Collected data:
++++++++
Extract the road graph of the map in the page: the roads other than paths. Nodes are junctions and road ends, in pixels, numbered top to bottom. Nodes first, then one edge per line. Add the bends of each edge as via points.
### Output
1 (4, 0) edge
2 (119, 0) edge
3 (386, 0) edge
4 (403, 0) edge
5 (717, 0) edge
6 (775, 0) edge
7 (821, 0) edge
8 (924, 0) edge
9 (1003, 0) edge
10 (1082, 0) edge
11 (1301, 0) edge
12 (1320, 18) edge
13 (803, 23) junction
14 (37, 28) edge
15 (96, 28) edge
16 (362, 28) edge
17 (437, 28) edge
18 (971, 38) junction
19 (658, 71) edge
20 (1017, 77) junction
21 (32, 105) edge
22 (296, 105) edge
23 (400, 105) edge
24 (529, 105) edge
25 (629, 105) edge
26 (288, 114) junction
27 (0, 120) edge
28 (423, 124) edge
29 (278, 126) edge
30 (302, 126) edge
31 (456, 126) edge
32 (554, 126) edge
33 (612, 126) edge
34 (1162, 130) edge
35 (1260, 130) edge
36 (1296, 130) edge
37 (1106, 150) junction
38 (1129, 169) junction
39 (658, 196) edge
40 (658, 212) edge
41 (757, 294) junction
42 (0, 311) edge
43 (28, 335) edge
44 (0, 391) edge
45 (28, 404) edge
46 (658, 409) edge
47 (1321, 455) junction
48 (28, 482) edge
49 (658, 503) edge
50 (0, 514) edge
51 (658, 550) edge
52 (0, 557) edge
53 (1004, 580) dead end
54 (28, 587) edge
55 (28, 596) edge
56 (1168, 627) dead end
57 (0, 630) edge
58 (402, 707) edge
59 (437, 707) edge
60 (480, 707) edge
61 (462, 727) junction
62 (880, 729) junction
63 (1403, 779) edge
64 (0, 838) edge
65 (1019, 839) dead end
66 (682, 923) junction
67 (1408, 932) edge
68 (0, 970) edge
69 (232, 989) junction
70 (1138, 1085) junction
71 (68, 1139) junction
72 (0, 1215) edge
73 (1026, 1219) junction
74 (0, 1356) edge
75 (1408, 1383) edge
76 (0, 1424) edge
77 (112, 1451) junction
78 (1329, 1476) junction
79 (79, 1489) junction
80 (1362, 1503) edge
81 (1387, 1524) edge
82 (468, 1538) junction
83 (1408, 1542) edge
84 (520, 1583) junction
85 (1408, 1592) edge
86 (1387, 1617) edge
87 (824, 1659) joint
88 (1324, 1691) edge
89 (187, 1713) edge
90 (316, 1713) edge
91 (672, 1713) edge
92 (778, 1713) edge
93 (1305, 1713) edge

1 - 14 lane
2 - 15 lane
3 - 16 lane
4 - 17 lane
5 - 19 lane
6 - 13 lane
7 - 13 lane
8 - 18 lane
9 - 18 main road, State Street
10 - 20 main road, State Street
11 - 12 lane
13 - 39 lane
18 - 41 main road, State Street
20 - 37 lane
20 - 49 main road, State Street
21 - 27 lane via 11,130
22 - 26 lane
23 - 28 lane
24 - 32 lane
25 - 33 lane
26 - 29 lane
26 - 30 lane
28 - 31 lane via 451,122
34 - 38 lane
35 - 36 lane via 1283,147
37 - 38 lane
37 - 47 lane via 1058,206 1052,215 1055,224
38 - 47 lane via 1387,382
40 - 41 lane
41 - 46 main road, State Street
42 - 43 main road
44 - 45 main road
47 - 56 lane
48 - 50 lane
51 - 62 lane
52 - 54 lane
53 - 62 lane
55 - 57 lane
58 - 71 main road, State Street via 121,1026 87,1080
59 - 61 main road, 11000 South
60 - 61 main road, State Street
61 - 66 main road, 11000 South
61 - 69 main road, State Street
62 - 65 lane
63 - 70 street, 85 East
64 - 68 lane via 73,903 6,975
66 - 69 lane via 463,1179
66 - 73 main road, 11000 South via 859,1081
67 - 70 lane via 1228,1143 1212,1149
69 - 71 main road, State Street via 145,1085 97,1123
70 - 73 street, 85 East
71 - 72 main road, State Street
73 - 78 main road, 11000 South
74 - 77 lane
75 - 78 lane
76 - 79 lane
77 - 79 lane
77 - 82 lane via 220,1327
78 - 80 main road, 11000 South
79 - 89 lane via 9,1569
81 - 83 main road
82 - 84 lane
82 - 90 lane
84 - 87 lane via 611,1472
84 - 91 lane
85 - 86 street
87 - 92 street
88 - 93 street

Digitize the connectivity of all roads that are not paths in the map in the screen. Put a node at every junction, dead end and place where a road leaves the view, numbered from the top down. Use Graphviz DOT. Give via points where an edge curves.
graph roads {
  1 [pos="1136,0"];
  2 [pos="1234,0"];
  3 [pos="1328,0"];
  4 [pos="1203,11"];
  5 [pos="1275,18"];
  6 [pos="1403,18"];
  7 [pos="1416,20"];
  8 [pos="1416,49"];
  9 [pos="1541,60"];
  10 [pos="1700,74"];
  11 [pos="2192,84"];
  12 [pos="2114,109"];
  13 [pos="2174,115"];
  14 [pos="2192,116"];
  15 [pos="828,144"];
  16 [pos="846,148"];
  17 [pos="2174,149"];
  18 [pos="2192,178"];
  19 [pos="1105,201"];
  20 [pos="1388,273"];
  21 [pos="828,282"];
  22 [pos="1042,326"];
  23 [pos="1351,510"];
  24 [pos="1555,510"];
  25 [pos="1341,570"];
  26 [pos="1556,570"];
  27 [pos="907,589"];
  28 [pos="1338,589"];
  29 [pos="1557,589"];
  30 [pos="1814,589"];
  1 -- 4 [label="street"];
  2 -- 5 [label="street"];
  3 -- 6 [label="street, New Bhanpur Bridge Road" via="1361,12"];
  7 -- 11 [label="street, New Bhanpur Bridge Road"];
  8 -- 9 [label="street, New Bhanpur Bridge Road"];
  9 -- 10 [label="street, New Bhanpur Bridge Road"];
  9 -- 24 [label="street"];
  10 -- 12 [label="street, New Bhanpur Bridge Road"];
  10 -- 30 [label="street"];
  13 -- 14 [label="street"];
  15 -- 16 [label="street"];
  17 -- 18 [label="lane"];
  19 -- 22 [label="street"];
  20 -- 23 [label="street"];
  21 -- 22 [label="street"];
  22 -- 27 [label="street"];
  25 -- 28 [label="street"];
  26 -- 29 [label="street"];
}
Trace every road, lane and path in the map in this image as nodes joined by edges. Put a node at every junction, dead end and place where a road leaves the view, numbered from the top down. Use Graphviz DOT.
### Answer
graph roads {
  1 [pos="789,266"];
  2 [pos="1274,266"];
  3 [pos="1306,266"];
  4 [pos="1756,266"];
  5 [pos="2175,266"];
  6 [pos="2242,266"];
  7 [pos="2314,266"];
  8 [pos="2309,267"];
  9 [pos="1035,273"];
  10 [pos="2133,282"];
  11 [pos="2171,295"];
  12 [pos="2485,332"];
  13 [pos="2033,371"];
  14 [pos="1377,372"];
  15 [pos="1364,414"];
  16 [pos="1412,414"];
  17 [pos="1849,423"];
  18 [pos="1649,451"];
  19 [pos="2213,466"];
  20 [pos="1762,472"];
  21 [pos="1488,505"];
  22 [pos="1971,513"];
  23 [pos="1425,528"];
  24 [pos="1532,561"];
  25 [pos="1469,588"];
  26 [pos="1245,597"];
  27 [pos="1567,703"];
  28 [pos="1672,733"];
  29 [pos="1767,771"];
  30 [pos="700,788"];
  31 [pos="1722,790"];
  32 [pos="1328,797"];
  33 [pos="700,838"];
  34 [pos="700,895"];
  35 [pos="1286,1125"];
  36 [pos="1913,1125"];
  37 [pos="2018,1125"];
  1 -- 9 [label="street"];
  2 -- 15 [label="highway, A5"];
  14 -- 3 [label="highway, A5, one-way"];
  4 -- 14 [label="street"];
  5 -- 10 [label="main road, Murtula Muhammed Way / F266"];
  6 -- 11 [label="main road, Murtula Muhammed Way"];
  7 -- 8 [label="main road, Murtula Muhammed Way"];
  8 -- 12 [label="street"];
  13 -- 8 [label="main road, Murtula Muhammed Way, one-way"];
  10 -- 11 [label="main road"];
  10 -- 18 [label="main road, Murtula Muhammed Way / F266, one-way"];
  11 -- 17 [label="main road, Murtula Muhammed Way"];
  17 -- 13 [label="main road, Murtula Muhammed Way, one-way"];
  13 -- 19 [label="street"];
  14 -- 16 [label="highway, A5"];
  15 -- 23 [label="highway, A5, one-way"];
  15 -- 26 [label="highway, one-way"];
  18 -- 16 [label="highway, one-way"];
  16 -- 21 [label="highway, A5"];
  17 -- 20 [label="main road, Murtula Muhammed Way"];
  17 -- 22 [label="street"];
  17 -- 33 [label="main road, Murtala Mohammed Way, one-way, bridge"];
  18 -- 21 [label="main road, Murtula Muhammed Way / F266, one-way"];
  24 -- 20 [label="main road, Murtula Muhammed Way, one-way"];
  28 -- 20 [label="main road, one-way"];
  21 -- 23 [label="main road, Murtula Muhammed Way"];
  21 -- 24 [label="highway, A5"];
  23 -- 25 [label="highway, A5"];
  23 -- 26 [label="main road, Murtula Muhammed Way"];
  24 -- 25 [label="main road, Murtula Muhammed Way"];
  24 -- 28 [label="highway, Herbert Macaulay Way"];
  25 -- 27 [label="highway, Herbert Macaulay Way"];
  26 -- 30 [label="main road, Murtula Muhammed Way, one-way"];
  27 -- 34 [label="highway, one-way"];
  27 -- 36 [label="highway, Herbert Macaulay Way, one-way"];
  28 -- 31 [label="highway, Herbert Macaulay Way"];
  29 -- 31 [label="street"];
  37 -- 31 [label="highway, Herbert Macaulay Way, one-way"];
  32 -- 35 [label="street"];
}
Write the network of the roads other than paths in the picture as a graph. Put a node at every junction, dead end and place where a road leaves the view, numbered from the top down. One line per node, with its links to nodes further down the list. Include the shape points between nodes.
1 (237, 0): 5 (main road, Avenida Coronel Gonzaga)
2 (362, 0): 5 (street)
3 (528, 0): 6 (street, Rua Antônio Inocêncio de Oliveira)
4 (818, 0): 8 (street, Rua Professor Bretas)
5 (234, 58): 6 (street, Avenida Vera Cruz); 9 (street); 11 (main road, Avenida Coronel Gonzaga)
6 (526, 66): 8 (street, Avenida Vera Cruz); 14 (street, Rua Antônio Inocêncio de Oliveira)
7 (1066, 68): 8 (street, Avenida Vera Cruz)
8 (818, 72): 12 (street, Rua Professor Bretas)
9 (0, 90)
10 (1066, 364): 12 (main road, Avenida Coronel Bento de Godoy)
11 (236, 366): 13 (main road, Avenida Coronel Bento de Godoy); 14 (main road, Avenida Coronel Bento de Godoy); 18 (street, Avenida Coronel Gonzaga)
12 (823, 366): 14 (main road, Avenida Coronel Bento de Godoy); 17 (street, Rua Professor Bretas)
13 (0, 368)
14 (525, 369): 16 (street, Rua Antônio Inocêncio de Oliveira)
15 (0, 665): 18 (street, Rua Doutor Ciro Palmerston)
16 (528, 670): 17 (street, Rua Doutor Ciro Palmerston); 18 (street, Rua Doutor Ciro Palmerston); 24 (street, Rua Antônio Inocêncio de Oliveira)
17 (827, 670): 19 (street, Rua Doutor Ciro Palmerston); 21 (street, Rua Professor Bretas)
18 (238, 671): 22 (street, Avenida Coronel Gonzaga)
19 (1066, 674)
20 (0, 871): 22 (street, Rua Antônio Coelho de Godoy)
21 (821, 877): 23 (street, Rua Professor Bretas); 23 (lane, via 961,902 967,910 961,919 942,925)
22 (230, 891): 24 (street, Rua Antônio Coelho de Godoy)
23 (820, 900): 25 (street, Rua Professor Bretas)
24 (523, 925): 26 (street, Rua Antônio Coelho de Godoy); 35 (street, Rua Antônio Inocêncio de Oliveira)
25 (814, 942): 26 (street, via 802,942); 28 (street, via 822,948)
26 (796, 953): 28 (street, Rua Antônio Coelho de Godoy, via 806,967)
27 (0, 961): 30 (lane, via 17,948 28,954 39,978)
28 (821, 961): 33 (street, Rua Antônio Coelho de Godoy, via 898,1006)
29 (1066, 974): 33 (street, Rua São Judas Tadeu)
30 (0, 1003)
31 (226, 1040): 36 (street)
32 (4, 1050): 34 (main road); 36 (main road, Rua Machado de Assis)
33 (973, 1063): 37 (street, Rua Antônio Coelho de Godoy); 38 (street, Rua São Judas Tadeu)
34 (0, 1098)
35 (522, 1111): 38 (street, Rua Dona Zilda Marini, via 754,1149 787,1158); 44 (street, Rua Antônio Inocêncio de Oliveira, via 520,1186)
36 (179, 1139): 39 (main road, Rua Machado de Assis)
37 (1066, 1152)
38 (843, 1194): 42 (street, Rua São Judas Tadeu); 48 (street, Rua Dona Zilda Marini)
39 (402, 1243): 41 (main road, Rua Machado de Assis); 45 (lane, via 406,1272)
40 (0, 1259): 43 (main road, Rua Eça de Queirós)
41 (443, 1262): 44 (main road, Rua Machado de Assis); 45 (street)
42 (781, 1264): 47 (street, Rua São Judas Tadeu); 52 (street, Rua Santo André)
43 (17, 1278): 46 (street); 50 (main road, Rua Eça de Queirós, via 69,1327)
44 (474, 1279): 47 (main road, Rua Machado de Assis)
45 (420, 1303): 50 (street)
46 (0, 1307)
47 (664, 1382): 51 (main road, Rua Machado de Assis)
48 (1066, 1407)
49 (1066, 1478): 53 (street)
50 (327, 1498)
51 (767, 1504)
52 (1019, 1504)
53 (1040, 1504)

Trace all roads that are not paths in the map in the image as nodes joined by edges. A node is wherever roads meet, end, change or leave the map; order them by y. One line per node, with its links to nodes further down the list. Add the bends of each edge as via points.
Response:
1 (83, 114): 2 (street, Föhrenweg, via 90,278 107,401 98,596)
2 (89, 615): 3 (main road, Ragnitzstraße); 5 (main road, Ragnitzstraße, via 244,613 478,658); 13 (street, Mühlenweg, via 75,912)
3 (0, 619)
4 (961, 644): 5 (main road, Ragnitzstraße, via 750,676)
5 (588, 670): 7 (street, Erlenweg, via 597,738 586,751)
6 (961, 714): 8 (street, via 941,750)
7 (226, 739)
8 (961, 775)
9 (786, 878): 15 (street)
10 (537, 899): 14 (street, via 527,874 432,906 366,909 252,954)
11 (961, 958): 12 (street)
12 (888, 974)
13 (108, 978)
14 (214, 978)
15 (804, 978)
++++++++
▶ **WHAT IS EXPECTED**
Which lines of the data contain the word "Oliveira"? Copy each one.

▶ **RESULT OF THIS EXERCISE**
3 (528, 0): 6 (street, Rua Antônio Inocêncio de Oliveira)
6 (526, 66): 8 (street, Avenida Vera Cruz); 14 (street, Rua Antônio Inocêncio de Oliveira)
14 (525, 369): 16 (street, Rua Antônio Inocêncio de Oliveira)
16 (528, 670): 17 (street, Rua Doutor Ciro Palmerston); 18 (street, Rua Doutor Ciro Palmerston); 24 (street, Rua Antônio Inocêncio de Oliveira)
24 (523, 925): 26 (street, Rua Antônio Coelho de Godoy); 35 (street, Rua Antônio Inocêncio de Oliveira)
35 (522, 1111): 38 (street, Rua Dona Zilda Marini, via 754,1149 787,1158); 44 (street, Rua Antônio Inocêncio de Oliveira, via 520,1186)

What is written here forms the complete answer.